RuntimeError: module must have its parameters and buffers on device cuda:0 (device_ids[0]) but found one of them on device: cuda:1

I have 4xP100s and saved an initial checkpoint after nn.DataParallel(model) but when I tried to load it in another model I got an error

RuntimeError: Caught RuntimeError in replica 1 on device 1.
Original Traceback (most recent call last):
  File "/gpfs/alpine/world-shared/gen011/shubhankar/summitdev/anaconda3/lib/python3.6/site-packages/torch/nn/parallel/parallel_apply.py", line 60, in _worker
    output = module(*input, **kwargs)
  File "/gpfs/alpine/world-shared/gen011/shubhankar/summitdev/anaconda3/lib/python3.6/site-packages/torch/nn/modules/module.py", line 541, in __call__
    result = self.forward(*input, **kwargs)
  File "/gpfs/alpine/world-shared/gen011/shubhankar/summitdev/anaconda3/lib/python3.6/site-packages/torch/nn/parallel/data_parallel.py", line 146, in forward
    "them on device: {}".format(self.src_device_obj, t.device))
RuntimeError: module must have its parameters and buffers on device cuda:0 (device_ids[0]) but found one of them on device: cuda:1

It would be useful to have either your code (if it’s simple), or a minimal example to help understand why you get this message. Just some background, if I remember correctly, the actual model parameters must be stored on the default GPU (id=0), though calculations are carried out in parallel.

A guess I can provide now is this: when loading a parallelized checkpoint, you must initialize the model including any .cuda() calls before loading the checkpoint. It might be you’ve done this after.

A scheme like this should work:

model = SomeModel()
model = nn.DataParallel( model ).cuda()
model.load_state_dict(checkpoint)

I am just following this doc. I mean as far as loading the model is concerned. Other details are the regular load, train, test loops.

I actually remember having the same exact issue, and following that same doc. Could you try the scheme I gave? In either case post the part of your script where you initialize the model.

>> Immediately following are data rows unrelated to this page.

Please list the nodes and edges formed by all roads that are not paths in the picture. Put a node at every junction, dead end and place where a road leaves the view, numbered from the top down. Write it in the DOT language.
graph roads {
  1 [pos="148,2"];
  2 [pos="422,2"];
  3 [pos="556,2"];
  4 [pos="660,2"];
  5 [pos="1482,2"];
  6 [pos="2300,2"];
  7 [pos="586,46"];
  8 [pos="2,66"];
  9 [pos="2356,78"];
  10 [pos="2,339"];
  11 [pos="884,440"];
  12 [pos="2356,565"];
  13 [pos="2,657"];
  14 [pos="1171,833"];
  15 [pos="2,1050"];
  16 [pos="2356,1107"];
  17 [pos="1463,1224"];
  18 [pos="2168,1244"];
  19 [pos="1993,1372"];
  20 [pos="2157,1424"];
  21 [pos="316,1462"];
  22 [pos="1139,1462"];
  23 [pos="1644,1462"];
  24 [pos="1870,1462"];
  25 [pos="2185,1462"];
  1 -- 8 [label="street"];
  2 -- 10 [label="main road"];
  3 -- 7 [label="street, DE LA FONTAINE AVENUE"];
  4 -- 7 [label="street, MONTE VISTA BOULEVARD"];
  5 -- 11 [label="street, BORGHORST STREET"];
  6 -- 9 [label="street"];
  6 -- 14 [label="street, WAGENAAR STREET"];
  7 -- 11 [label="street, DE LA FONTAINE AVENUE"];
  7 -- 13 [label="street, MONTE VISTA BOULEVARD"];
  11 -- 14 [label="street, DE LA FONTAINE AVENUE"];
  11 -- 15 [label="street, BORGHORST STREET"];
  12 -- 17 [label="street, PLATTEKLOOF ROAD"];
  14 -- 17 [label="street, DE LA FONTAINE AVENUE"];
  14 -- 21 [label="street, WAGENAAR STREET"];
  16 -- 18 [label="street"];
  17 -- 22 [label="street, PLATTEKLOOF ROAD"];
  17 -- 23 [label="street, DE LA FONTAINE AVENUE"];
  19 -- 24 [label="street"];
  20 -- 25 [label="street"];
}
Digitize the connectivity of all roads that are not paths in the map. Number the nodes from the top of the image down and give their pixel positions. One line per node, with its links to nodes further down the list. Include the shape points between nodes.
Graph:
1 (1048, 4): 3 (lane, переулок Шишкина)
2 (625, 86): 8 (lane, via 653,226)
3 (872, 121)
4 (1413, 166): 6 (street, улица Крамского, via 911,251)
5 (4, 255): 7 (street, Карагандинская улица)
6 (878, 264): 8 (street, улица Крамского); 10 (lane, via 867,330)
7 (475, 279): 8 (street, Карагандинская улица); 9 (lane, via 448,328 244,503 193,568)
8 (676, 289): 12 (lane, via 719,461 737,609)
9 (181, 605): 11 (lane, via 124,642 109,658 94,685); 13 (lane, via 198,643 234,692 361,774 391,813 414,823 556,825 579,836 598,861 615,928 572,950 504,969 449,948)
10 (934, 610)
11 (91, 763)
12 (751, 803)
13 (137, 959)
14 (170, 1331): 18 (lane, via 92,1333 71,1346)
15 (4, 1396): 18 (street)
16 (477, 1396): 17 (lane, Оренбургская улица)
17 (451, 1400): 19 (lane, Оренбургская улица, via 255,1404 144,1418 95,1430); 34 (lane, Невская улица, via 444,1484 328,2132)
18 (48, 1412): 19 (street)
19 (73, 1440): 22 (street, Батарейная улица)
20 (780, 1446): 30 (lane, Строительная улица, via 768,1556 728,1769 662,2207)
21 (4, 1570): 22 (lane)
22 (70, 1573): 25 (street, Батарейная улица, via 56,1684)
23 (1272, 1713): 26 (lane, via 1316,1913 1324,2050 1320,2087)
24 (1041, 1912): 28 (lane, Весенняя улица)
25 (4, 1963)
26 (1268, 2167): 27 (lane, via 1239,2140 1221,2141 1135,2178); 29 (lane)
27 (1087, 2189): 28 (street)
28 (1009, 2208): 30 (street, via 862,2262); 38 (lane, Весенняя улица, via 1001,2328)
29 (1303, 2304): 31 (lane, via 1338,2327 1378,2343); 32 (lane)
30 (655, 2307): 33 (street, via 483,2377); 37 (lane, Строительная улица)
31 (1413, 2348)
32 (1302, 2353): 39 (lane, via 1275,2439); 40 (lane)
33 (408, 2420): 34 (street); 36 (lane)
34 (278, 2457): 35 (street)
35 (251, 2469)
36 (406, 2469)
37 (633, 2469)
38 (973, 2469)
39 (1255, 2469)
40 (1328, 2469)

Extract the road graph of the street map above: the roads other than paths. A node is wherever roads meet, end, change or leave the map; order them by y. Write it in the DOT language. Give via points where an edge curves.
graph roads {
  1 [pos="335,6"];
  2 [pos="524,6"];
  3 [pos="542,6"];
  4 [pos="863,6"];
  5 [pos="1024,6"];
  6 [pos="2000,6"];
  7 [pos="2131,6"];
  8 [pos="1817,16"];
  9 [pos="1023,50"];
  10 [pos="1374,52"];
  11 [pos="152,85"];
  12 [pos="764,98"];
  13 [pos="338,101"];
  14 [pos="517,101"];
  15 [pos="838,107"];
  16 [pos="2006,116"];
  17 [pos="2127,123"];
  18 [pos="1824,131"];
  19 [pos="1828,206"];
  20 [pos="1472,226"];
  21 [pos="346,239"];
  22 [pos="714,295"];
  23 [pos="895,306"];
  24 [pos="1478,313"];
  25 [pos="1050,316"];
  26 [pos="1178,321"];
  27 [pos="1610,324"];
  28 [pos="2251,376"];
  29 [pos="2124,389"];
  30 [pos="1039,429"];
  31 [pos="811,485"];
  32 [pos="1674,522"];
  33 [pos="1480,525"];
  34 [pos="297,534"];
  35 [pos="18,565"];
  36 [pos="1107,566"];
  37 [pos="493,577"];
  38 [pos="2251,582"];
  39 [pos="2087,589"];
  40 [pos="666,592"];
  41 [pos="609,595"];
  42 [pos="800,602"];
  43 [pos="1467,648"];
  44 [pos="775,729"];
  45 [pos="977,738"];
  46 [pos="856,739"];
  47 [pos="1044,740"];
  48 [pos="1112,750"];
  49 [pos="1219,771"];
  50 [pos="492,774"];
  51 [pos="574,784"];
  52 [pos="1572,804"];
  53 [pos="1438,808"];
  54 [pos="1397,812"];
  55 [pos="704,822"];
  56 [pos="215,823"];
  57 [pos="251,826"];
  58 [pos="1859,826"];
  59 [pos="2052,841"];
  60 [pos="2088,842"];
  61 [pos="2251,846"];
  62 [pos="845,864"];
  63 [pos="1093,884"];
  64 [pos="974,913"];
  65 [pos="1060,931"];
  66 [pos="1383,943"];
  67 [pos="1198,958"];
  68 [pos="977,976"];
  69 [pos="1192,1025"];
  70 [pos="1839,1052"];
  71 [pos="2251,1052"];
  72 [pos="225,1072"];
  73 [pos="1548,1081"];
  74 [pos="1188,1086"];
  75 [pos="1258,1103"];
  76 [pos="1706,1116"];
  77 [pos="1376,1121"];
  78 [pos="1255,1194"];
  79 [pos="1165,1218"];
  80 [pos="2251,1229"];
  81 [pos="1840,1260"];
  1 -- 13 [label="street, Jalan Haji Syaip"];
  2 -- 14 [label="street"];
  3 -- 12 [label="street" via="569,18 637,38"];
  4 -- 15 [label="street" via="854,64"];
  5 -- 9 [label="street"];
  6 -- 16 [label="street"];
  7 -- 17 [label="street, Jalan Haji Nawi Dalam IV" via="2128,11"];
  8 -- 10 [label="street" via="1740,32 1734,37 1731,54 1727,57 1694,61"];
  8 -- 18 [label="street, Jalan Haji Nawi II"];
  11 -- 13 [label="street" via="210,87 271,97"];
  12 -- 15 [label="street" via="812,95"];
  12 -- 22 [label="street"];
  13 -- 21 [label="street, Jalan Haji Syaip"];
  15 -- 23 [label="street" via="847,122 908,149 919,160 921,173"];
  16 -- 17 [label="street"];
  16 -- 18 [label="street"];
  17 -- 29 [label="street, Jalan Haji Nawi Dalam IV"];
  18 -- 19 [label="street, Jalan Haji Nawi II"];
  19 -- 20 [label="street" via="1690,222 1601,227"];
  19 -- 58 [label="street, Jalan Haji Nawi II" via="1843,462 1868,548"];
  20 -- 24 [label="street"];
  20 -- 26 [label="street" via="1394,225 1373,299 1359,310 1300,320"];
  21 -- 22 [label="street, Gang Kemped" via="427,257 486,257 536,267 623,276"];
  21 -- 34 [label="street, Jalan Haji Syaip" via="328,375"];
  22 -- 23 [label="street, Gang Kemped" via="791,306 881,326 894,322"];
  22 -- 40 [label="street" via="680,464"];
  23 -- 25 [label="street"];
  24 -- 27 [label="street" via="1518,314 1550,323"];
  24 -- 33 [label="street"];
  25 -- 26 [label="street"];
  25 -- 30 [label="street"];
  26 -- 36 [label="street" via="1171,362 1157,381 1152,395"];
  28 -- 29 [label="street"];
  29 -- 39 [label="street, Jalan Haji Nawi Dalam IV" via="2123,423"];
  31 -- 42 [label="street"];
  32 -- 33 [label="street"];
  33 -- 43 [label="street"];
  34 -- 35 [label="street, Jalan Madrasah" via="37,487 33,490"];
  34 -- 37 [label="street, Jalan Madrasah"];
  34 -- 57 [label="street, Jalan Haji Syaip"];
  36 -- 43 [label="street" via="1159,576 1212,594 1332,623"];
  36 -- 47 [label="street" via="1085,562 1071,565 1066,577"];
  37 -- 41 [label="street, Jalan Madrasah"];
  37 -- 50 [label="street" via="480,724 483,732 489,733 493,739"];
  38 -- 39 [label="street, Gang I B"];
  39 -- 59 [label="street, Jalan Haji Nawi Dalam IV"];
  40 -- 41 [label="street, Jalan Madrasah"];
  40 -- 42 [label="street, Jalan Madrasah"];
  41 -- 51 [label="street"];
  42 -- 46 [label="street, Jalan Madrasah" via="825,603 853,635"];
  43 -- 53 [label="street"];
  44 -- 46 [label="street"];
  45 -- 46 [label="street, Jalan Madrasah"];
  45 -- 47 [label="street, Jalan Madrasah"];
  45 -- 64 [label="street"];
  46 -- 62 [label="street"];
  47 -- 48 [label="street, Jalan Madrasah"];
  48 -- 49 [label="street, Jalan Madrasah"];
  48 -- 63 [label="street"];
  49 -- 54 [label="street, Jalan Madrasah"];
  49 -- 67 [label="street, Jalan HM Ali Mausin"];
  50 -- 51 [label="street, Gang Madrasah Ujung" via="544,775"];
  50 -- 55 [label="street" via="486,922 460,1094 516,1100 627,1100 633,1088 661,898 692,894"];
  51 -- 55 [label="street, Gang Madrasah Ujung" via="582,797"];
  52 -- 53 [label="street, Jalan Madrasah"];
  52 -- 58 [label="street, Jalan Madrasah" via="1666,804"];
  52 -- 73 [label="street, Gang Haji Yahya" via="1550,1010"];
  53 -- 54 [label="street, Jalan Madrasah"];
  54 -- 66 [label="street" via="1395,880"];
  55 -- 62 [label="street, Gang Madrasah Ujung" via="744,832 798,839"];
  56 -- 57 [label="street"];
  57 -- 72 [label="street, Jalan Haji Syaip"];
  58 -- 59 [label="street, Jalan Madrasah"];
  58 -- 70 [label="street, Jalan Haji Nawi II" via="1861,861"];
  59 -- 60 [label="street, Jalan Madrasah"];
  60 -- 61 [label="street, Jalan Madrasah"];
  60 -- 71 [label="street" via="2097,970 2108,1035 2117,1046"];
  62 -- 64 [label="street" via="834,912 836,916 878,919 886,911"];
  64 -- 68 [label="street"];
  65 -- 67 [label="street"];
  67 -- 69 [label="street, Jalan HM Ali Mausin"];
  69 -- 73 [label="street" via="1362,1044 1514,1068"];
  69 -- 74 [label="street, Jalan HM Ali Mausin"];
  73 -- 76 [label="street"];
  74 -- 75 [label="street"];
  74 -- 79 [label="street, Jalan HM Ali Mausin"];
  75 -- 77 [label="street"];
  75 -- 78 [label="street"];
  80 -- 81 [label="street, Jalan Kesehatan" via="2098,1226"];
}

     network = models.resnet18(pretrained=False)
     network.conv1 = nn.Conv2d(1, 64, kernel_size=(7, 7), stride=(2, 2), padding=(3, 3), bias=False)
     network.fc = nn.Linear(512, out_features=27)
     loader = torch.utils.data.DataLoader(train_set, batch_size=run.batch_size, 
     num_workers=run.num_workers, shuffle=False, pin_memory=False)
     with torch.no_grad():
         test_loader = torch.utils.data.DataLoader(test_set, batch_size=run.batch_size, 
                               num_workers=run.num_workers, pin_memory=False)
   
    network.to(device)
    optimizer = optim.AdamW(network.parameters(), lr=run.lr, weight_decay=run.weight_decay)
   
    with open('epoch-0.pth', 'rb') as f:
        checkpoint = torch.load(f)
        network.module.load_state_dict(checkpoint['model_state_dict'])
        optimizer.load_state_dict(checkpoint['optimizer_state_dict'])    
    network = nn.DataParallel(network)
    network.fc = nn.Linear(512, out_features=3)

I tried appending .cuda() to nn.DataParallel(model) but didn’t work.

I think the order matters in this case. Did you try wrapping in nn.DataParallel before either .to(device) or .cuda() and before leading the checkpoint?

Is there any solution to this issue? I encountered the same situation.

1 Like

What’s your issue. I did figure out the solution.

Hi @Shubhankar, sorry for delay. Right now I cannot have a minimum working example, as I rewrote the code and the bug disappeared.

Hi @Shubhankar, can you please share your solution with us as well? I am in the same boat; having exactly the same issue. Thanks!

What issue are you facing?

module must have its parameters and buffers on device cuda:0 (device_ids[0]) but found one of them on device: cuda:2

I am also facing same issue any solution?

Could you post a minimal executable code snippet to reproduce the issue, please?

Hey everyone, I’m facing the same issue. I trained a resnet model on cuda:0 and I want to load it on cuda:1. I have the model stored in a .t7 file format, soo I don’t know if the whole model was saved or its parameters. How can I load the model on other gpu other than that on which it was trained on?

@Bhavay_Malhotra If your model is currently on cuda:0 you can move it to cuda:1 via model = model.to('cuda:1') or in general by using the .to method.

Hi, thanks for the reply. Actually the model was originally trained on cuda:0 and all its parameters and buffer is stored on cuda:0 . If i change the model to load on cuda:1, will it cause any error??

It should be fine, move it across and see if it runs.

Hey @AlphaBetaGamma96 , I changed every device to cuda:1 in every file i import, still the code gives me the above error that model parameters and buffer are on cuda:0.

Can you print the exact error message? Also, are you using an optimizer here? Because the optim might have the parameters and buffers on the original device too.